We analyzed baseline data from the Jackson Heart Study (JHS) in the USA and Spanish Town Cohort (STC) in Jamaica. Participants reported their highest level of educational attainment, which was categorized as ‘less than high school’ (<HS), high school (HS) and ‘more than high school’ (>HS). Educational disparities in the prevalence of hypertension and diabetes were examined using prevalence ratios (PR), controlling for age, sex and body mass index (BMI).

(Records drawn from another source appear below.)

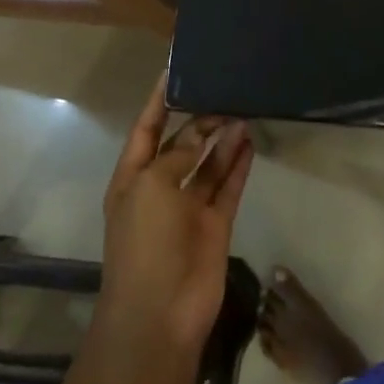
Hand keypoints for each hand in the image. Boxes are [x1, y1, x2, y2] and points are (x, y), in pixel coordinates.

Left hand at [99, 75, 253, 353]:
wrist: (159, 314)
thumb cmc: (144, 242)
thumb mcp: (151, 186)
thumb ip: (177, 155)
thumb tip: (202, 132)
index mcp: (133, 177)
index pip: (146, 129)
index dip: (159, 101)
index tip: (175, 69)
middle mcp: (160, 188)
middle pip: (181, 144)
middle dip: (199, 119)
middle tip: (225, 89)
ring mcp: (189, 207)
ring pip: (208, 164)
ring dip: (222, 139)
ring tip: (243, 109)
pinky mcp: (215, 224)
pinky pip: (228, 187)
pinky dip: (238, 165)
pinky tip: (249, 141)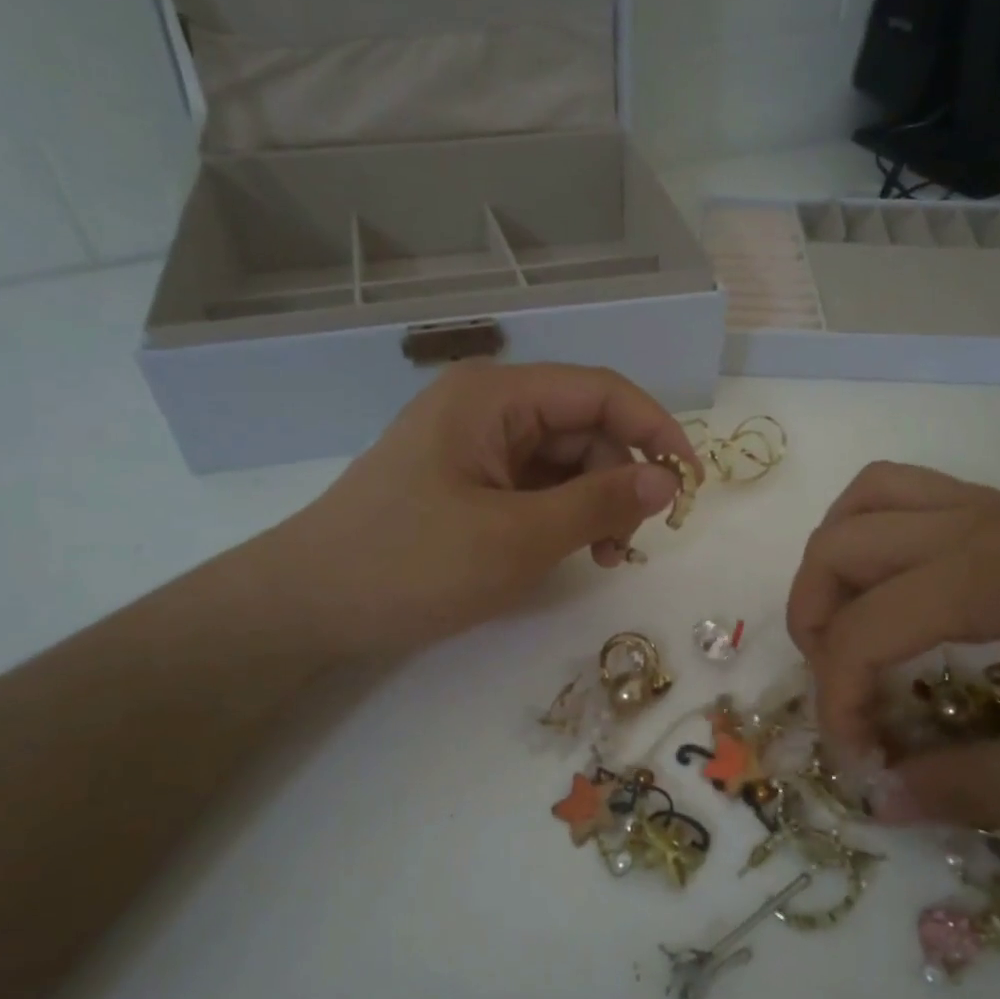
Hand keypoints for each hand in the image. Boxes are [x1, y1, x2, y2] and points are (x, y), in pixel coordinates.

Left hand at [275, 362, 697, 660]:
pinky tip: (572, 552)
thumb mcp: (516, 538)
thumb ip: (599, 503)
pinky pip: (532, 487)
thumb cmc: (409, 565)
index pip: (599, 391)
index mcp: (494, 395)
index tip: (692, 482)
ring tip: (605, 557)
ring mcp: (473, 447)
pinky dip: (561, 516)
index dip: (655, 429)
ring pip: (561, 461)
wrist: (307, 607)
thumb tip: (669, 479)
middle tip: (633, 543)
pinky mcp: (464, 483)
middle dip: (619, 479)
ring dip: (594, 503)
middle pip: (582, 427)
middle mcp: (486, 408)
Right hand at [788, 462, 999, 830]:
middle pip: (839, 546)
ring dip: (835, 561)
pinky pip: (911, 492)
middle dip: (813, 621)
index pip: (863, 629)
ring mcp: (998, 509)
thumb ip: (969, 787)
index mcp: (993, 579)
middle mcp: (979, 525)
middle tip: (842, 688)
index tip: (861, 762)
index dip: (837, 701)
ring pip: (868, 499)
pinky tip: (901, 587)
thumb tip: (877, 799)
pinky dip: (874, 531)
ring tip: (850, 622)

Analyses included 7248 participants, 2382 from STC and 4866 from JHS, with mean age of 47 and 54 years, respectively (p < 0.001). Prevalence for both hypertension and diabetes was significantly higher in the JHS compared to STC, 62% vs. 25% (p < 0.001) and 18% vs. 13% (p < 0.001), respectively. In bivariate analyses there were significant disparities by education level for both hypertension and diabetes in both studies; however, after accounting for confounding or interaction by age, sex and BMI these effects were attenuated. For hypertension, after adjusting for age and BMI, a significant education disparity was found only for women in JHS, with PR of 1.10 (95% CI 1.04–1.16) for < HS vs > HS and 1.07 (95% CI 1.01–1.13) for HS vs > HS. For diabetes; when considering age-group and sex specific estimates adjusted for BMI, among men: significant associations were seen only in the 45–59 years age-group in JHS with PR 1.84 (95% CI 1.16–2.91) for < HS vs > HS. Among women, significant PR comparing < HS to > HS was seen for all three age-groups for JHS, but not in STC; PR were 3.95 (95% CI 1.94–8.05), 1.53 (95% CI 1.10–2.11) and 1.32 (95% CI 1.06–1.64) for 25–44, 45–59 and 60–74 age-groups, respectively.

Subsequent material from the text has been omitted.